Statistical Analysis of Networks

Networks describe pairwise relationships (or interactions) between a set of objects.  Mathematically, a network is a graph where the objects are treated as vertices (nodes)  and an edge (link) is placed between two vertices if they are related to each other. Networks and network data are ubiquitous: examples include Facebook and Twitter networks, the internet, social networks, protein- and gene-interaction networks, and ecological networks of interacting species.

The statistical analysis of networks has been motivated by, and made contributions to, modeling and understanding complex systems in a variety of fields. Our research on networks began with the problem of community detection.   In community detection, the goal is to identify in a given network a group of vertices, called a community,  with the property that the vertices in the community are highly interconnected, but have relatively few connections with vertices outside the community.
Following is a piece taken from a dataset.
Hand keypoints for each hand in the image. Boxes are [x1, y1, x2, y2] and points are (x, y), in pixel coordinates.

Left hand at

Community detection, which is related to the problem clustering, is an important exploratory tool for identifying structure in large networks, and is a common first step in network analysis.
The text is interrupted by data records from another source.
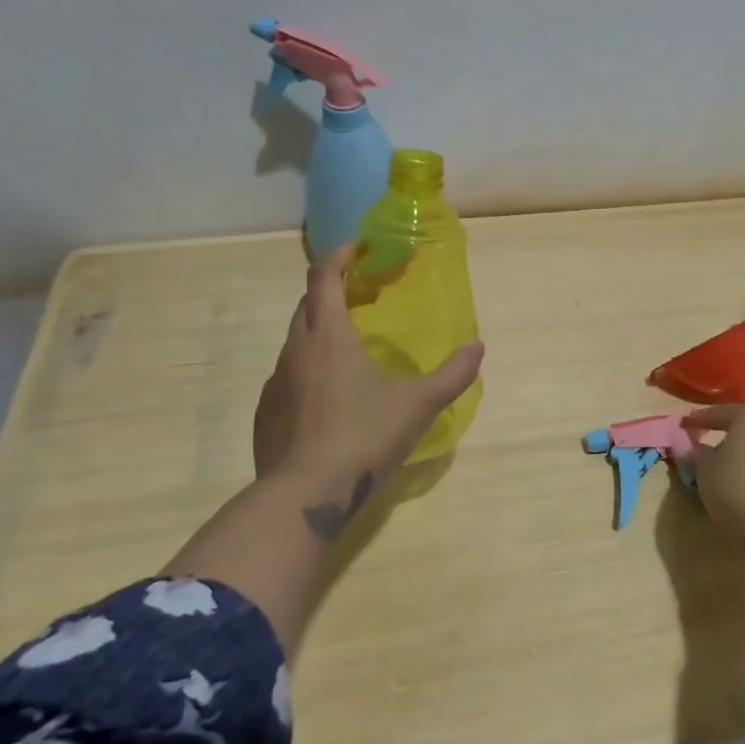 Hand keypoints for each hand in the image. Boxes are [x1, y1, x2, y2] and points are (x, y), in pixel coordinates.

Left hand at [252, 245, 483, 516]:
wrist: (304, 495)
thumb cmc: (363, 437)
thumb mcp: (418, 405)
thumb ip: (453, 375)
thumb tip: (478, 347)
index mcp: (329, 336)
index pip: (324, 277)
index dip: (339, 255)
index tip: (359, 248)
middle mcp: (296, 350)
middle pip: (307, 305)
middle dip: (331, 291)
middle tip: (362, 297)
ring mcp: (275, 383)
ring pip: (296, 342)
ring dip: (319, 332)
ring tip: (349, 349)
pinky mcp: (266, 414)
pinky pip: (288, 377)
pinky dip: (308, 371)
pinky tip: (329, 398) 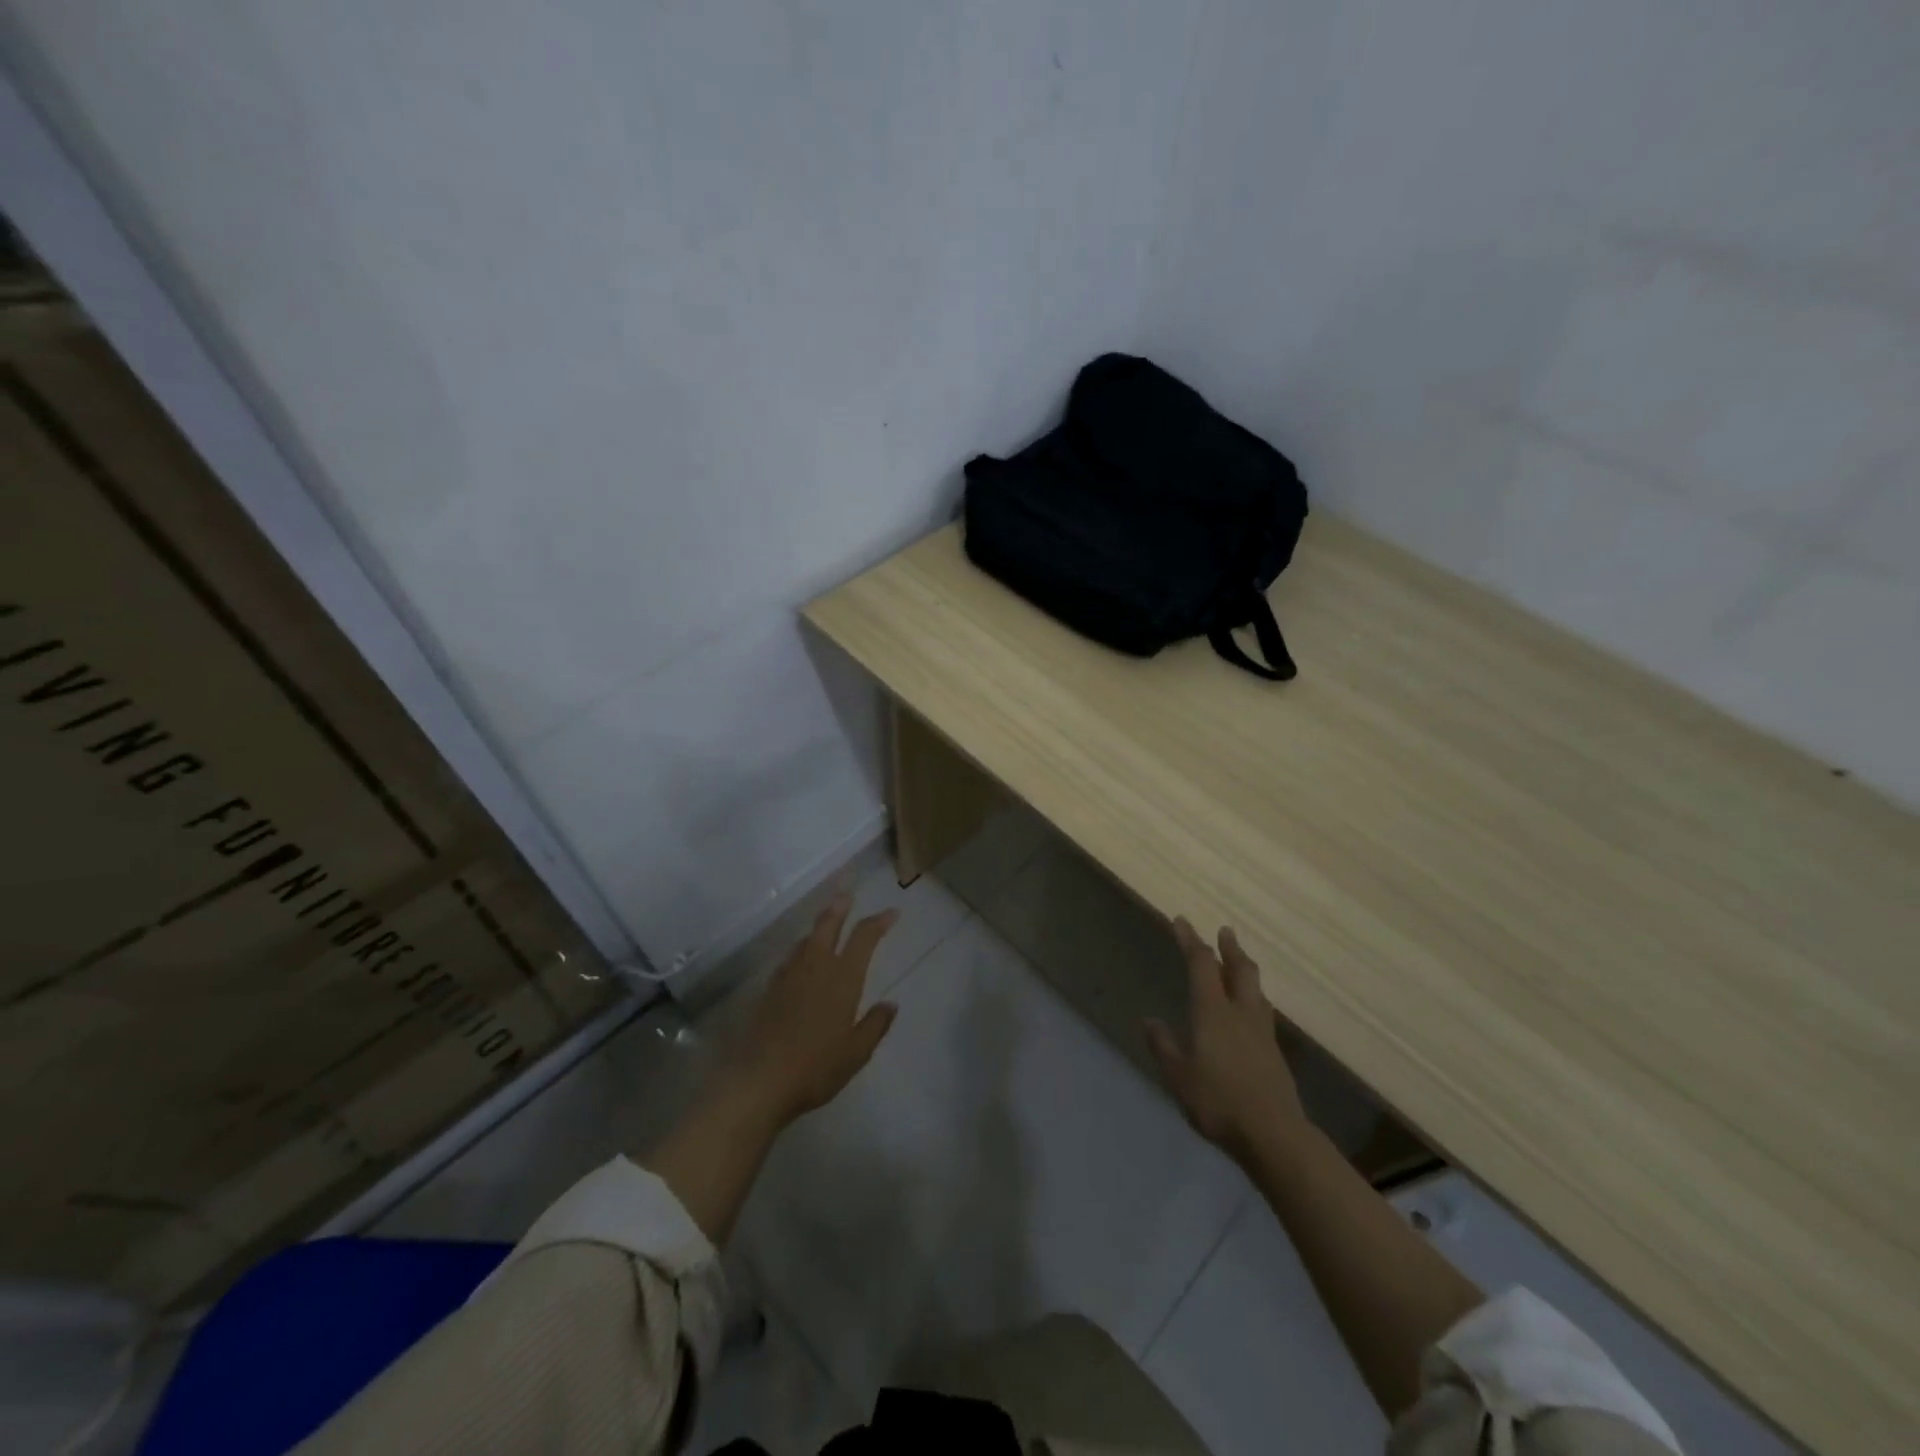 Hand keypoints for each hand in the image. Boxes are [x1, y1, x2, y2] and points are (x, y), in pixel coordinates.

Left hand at [731, 894, 899, 1126]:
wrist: (761, 1080)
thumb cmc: (816, 1066)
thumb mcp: (857, 1052)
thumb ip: (875, 1025)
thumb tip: (890, 1004)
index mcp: (843, 977)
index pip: (864, 937)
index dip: (879, 921)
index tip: (892, 913)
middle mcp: (816, 966)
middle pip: (828, 925)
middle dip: (840, 907)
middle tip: (847, 894)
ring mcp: (789, 975)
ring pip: (806, 939)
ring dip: (819, 927)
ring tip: (827, 924)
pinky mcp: (770, 989)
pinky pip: (791, 958)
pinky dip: (802, 950)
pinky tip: (801, 961)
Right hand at [1146, 919, 1306, 1162]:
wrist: (1274, 1135)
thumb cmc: (1219, 1102)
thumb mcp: (1179, 1076)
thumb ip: (1164, 1046)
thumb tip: (1149, 1020)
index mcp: (1213, 1012)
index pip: (1201, 965)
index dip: (1191, 940)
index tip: (1181, 921)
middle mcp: (1240, 1013)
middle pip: (1239, 969)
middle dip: (1230, 947)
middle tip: (1224, 931)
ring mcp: (1262, 1032)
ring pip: (1255, 989)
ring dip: (1244, 970)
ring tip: (1237, 965)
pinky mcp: (1275, 1053)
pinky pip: (1262, 1012)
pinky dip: (1252, 998)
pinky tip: (1249, 1011)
Our initial work addressed community detection in unweighted networks. We developed  a method called Extraction of Statistically Significant Communities (ESSC) that accommodates community overlap, and accounts for background nodes that may not belong to any community.   ESSC is based on an iterative-testing based procedure and  a configuration based null model in which node degrees are preserved, but edges are randomly assigned.  In ongoing research, we are
extending the null model and testing procedure to identify communities in networks with weighted edges, and in multi-layer networks where the set of objects is fixed but the relationships between the objects changes from layer to layer.  Multilayer networks are a simple, but useful, special case of dynamic networks, which we intend to study more carefully in the future.